After my grueling 18 mile day on Monday, I opted for a “short” 13 mile day yesterday, and opted to get a late start. The weather here in northern Spain has been absolutely beautiful in the mornings. Slightly cool, sunny, breezy. However, it can turn beastly hot from around 2:00 until about 6:00. Thus, the siesta culture.
My late start meant that I’d be walking in the heat of the day. A trade off between sleep and walking in the heat. So, off I went. I slathered myself with sunscreen and was slamming water all day. My goal was to get to Ventosa. But yesterday the temperatures hit 35 Celsius. Now, 35 Fahrenheit in Wisconsin is a nice spring day 😉, but 35 Celsius is 95 degrees Fahrenheit. While hiking. With no shade. I got to a couple of miles outside of Ventosa, and I Could. Not. Walk. Anymore. I’m determined (OK stubborn), but I’m not foolish. Rather than risking heat stroke, I decided to stop for the day. The problem was…I’d shipped my main backpack ahead to Ventosa and only carried with me a day pack containing that day’s essentials. (Many pilgrims do this, and it only cost 6 Euros).

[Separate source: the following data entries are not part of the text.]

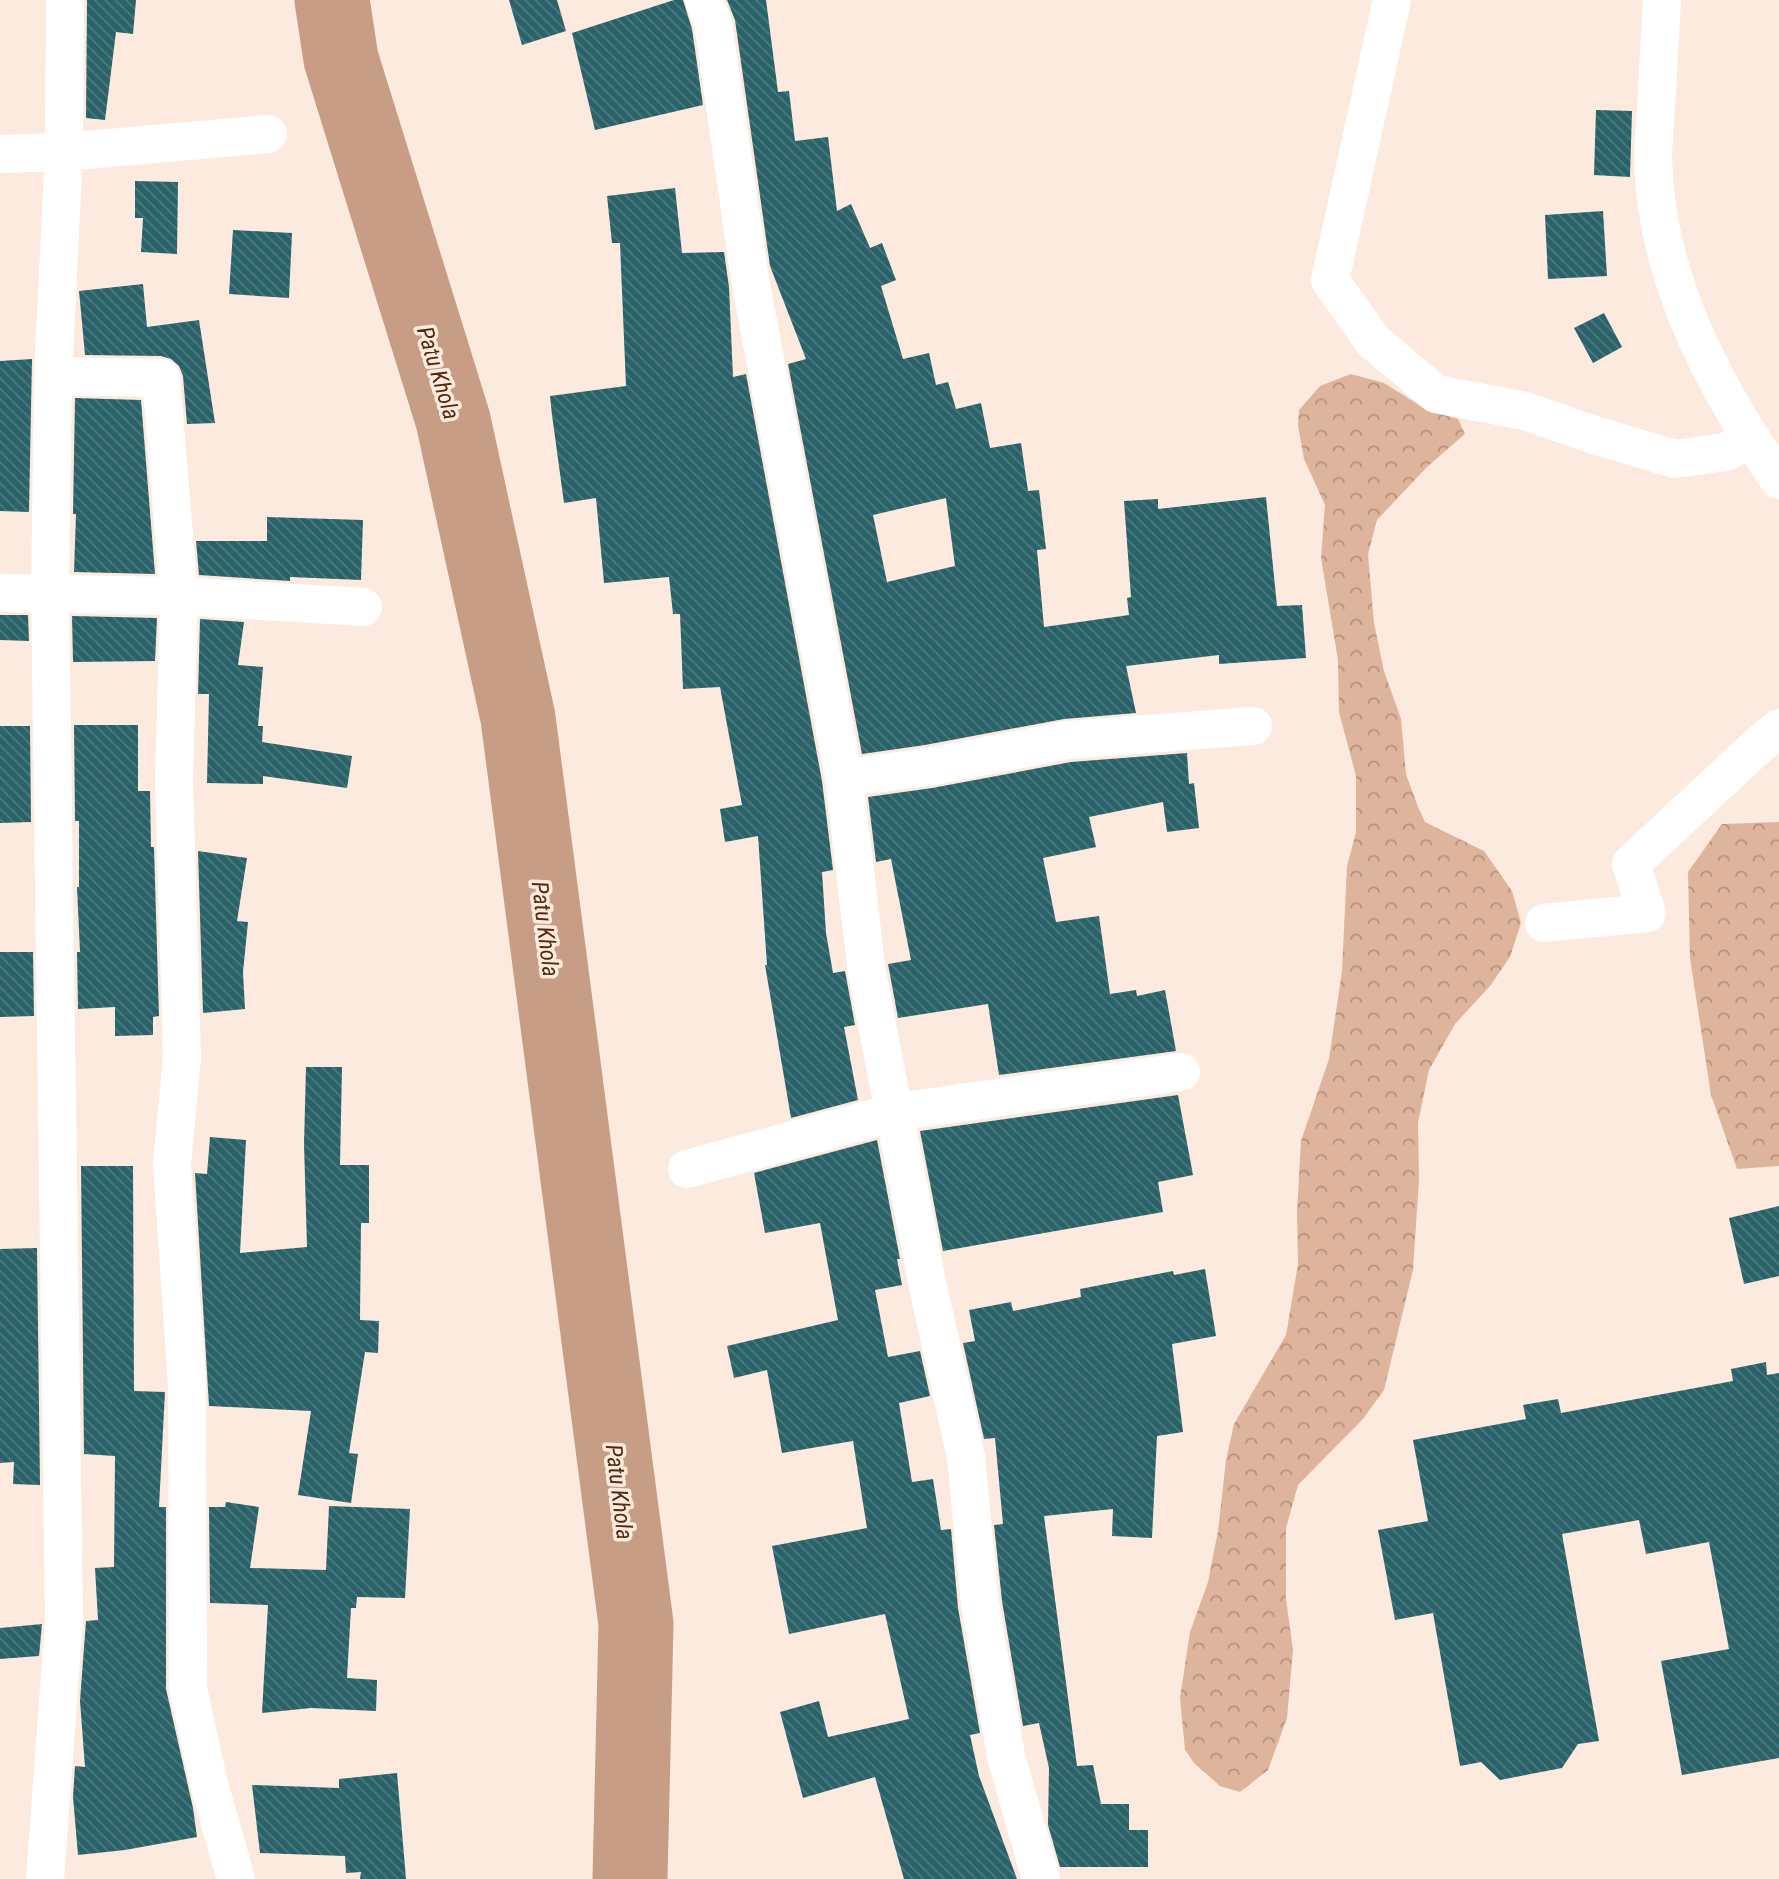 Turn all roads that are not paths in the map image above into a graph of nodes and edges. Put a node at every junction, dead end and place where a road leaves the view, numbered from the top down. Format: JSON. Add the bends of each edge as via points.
{"nodes":[{"id":1,"x":65,"y":0,"type":"edge"},
{"id":2,"x":704,"y":0,"type":"edge"},
{"id":3,"x":1392,"y":0,"type":"edge"},
{"id":4,"x":1662,"y":0,"type":"edge"},
{"id":5,"x":268,"y":134,"type":"dead end"},
{"id":6,"x":64,"y":152,"type":"junction"},
{"id":7,"x":0,"y":154,"type":"edge"},
{"id":8,"x":53,"y":376,"type":"junction"},
{"id":9,"x":1750,"y":438,"type":"junction"},
{"id":10,"x":1779,"y":480,"type":"edge"},
{"id":11,"x":0,"y":593,"type":"edge"},
{"id":12,"x":50,"y":593,"type":"junction"},
{"id":13,"x":179,"y":596,"type":"junction"},
{"id":14,"x":363,"y":607,"type":"dead end"},
{"id":15,"x":1253,"y":726,"type":"dead end"},
{"id":16,"x":1779,"y":728,"type":"edge"},
{"id":17,"x":844,"y":778,"type":"junction"},
{"id":18,"x":1544,"y":923,"type":"dead end"},
{"id":19,"x":1181,"y":1072,"type":"dead end"},
{"id":20,"x":896,"y":1112,"type":"junction"},
{"id":21,"x":687,"y":1169,"type":"dead end"},
{"id":22,"x":45,"y":1879,"type":"edge"},
{"id":23,"x":236,"y":1879,"type":"edge"},
{"id":24,"x":1041,"y":1879,"type":"edge"}],
"edges":[{"from":1,"to":6,"type":"street"},
{"from":2,"to":17,"type":"street","via":[[713,23],[750,279]]},
{"from":3,"to":9,"type":"street","via":[[1330,280],[1373,341],[1436,394],[1525,411],[1675,459],[1726,452]]},
{"from":4,"to":9,"type":"street","via":[[1653,160],[1659,225],[1683,308]]},
{"from":5,"to":6,"type":"street"},
{"from":6,"to":7,"type":"street"},
{"from":6,"to":8,"type":"street"},
{"from":8,"to":12,"type":"street"},
{"from":8,"to":13,"type":"street","via":[[160,378]]},
{"from":9,"to":10,"type":"street"},
{"from":11,"to":12,"type":"street"},
{"from":12,"to":13,"type":"street"},
{"from":12,"to":22,"type":"street","via":[[64,1620]]},
{"from":13,"to":14,"type":"street"},
{"from":13,"to":23,"type":"street","via":[[174,781],[181,1057],[172,1164],[187,1386],[188,1689]]},
{"from":15,"to":17,"type":"street","via":[[1068,740]]},
{"from":16,"to":18,"type":"street","via":[[1631,864],[1647,913]]},
{"from":17,"to":20,"type":"street","via":[[867,973]]},
{"from":19,"to":20,"type":"street"},
{"from":20,"to":21,"type":"street"},
{"from":20,"to":24,"type":"street","via":[[966,1457],[980,1604],[1006,1756]]}]} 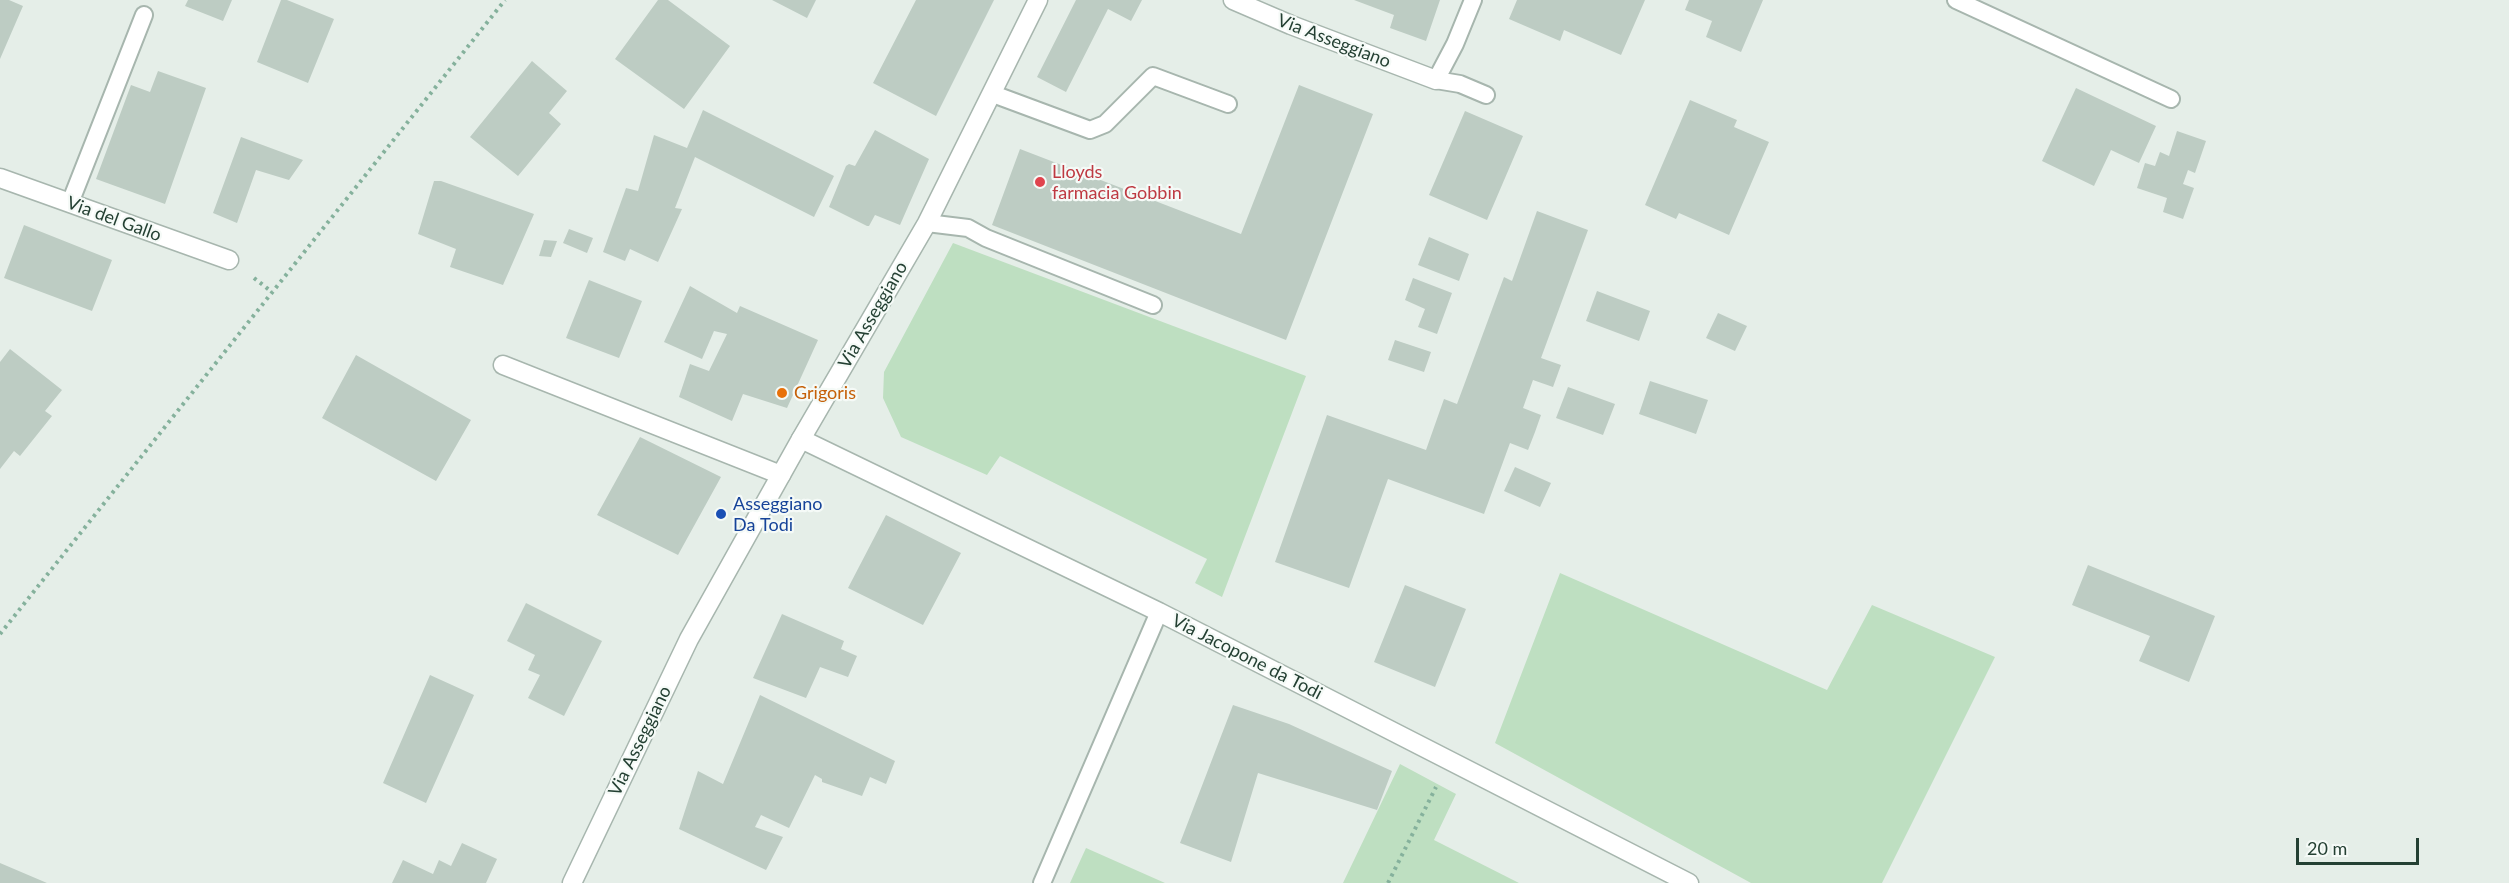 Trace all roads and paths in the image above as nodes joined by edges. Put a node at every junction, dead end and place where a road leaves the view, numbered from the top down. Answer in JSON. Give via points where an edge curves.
{"nodes":[{"id":1,"x":505,"y":0,"type":"edge"},
{"id":2,"x":1038,"y":0,"type":"edge"},
{"id":3,"x":1233,"y":0,"type":"edge"},
{"id":4,"x":1473,"y":0,"type":"edge"},
{"id":5,"x":1956,"y":0,"type":"edge"},
{"id":6,"x":144,"y":15,"type":"dead end"},
{"id":7,"x":1436,"y":80,"type":"junction"},
{"id":8,"x":993,"y":94,"type":"junction"},
{"id":9,"x":1486,"y":95,"type":"dead end"},
{"id":10,"x":2171,"y":99,"type":"dead end"},
{"id":11,"x":1228,"y":104,"type":"dead end"},
{"id":12,"x":0,"y":178,"type":"edge"},
{"id":13,"x":70,"y":203,"type":"junction"},
{"id":14,"x":927,"y":223,"type":"junction"},
{"id":15,"x":229,"y":260,"type":"dead end"},
{"id":16,"x":1153,"y":305,"type":"dead end"},
{"id":17,"x":503,"y":365,"type":"dead end"},
{"id":18,"x":801,"y":439,"type":"junction"},
{"id":19,"x":781,"y":475,"type":"junction"},
{"id":20,"x":1160,"y":612,"type":"junction"},
{"id":21,"x":0,"y":634,"type":"edge"},
{"id":22,"x":1438,"y":784,"type":"dead end"},
{"id":23,"x":572,"y":883,"type":"edge"},
{"id":24,"x":1042,"y":883,"type":"edge"},
{"id":25,"x":1388,"y":883,"type":"edge"},
{"id":26,"x":1689,"y":883,"type":"edge"}],
"edges":[{"from":1,"to":21,"type":"path"},
{"from":2,"to":8,"type":"street","name":"Via Asseggiano"},
{"from":3,"to":7,"type":"street","name":"Via Asseggiano"},
{"from":4,"to":7,"type":"lane"},
{"from":5,"to":10,"type":"lane"},
{"from":6,"to":13,"type":"lane"},
{"from":7,"to":9,"type":"lane","via":[[1460,84]]},
{"from":8,"to":11,"type":"lane","via":[[1090,130],[1105,124],[1153,76]]},
{"from":8,"to":14,"type":"street","name":"Via Asseggiano"},
{"from":12,"to":13,"type":"street","name":"Via del Gallo"},
{"from":13,"to":15,"type":"street","name":"Via del Gallo"},
{"from":14,"to":16,"type":"lane","via":[[968,228]]},
{"from":14,"to":18,"type":"street","name":"Via Asseggiano"},
{"from":17,"to":19,"type":"street"},
{"from":18,"to":19,"type":"street","name":"Via Asseggiano"},
{"from":18,"to":20,"type":"street","name":"Via Jacopone da Todi"},
{"from":19,"to":23,"type":"street","name":"Via Asseggiano","via":[[689,639]]},
{"from":20,"to":24,"type":"lane"},
{"from":20,"to":26,"type":"street","name":"Via Jacopone da Todi"},
{"from":22,"to":25,"type":"path"}]}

What to do? I decided to arrange transport the last couple of miles to Ventosa. Un problema: everything I saw is closed for siesta. Because it’s late afternoon in Spain. And it’s hot. Did I mention it’s hot? Not panicking yet, I googled “taxi stand” and walked to it. Nothing there. I asked a couple of locals in broken Spanish and followed their directions. Nothing. I saw a bus stop across the street and thought maybe I could navigate public transport, but I didn’t see “Ventosa” on the posted bus schedule. I googled the phone number for the taxi service for the village where I was, and they informed me “Esto no es posible” for them to get me to Ventosa. What the actual? It’s only a few kms. Enter panic. A few self pitying tears and desperate prayers later, and I realized that I should just call the hostel in Ventosa and explain my predicament. The host was gracious and wonderful, and between his broken English and my broken Spanish, I gathered that I should try to find a bar that was open and have them call a taxi for me.
So, I looked behind me across the steeet, and there was a bar. And it was open. Apparently people still need “cerveza” during siesta (am I in Wisconsin?). I wearily walked in the door and told the bartender “Yo necessito un taxi a Ventosa, por favor”.
And, you guys? Here’s the Camino miracle: the lady standing at the bar worked for the taxi service as a dispatcher!! I’m not even kidding. She called the taxi service for me (and I’m pretty sure she scolded them for not helping the “peregrina Americana”). I thanked her profusely as the bartender handed me glass after glass of ice water. 15 minutes later, I was in my way to Ventosa, having skipped a couple of really hot kilometers that would have taken me an hour.
So, aside from appreciating the divine intervention here on the Camino, what did I learn? Flexibility. Those who know me well know that I struggle with rigidity. (Shout out to my coworkers who put up with me every day). I’ve been slavishly following the spreadsheet I created months ago for my daily distance. I realize that it is causing me to miss the entire point of the Camino…to watch, to listen, to observe, and to be open to what the universe throws my way. So, the spreadsheet is gone. I will get as far as I can each day. I will either adjust my return date by a couple of days, or forgo the several days of “add-on” mileage (Santiago de Compostela to Muxia and Finesterre) at the end of the official Camino. I can do this…listen to the rhythm of the days, and be open to what I’m supposed to learn.
I walked into the only bar/restaurant in town last night, and met up with Tina from Texas, and two of her Camino friends. Tina started the Camino the same day I did and was part of our communal dinner at Orisson a week and a half ago. We had a great dinner…pasta with chorizo, pork ribs in a sweet onion sauce, and a brownie with honey ice cream (the bar owner is a 3rd generation beekeeper and has 1400 hives through Spain!) The four of us ladies talked about what we’d learned so far, and how hard it is to connect with people, only to have them be a few towns ahead or behind a few days later. That’s the other lesson of the Camino that I learned these past two days….let things happen as they happen. Or, as the band “38 Special” says, “Hold on Loosely”.
My rest day today was indeed restful. Not much to do in this little village, but a beautiful hostel to rest my body, my soul and my spirit.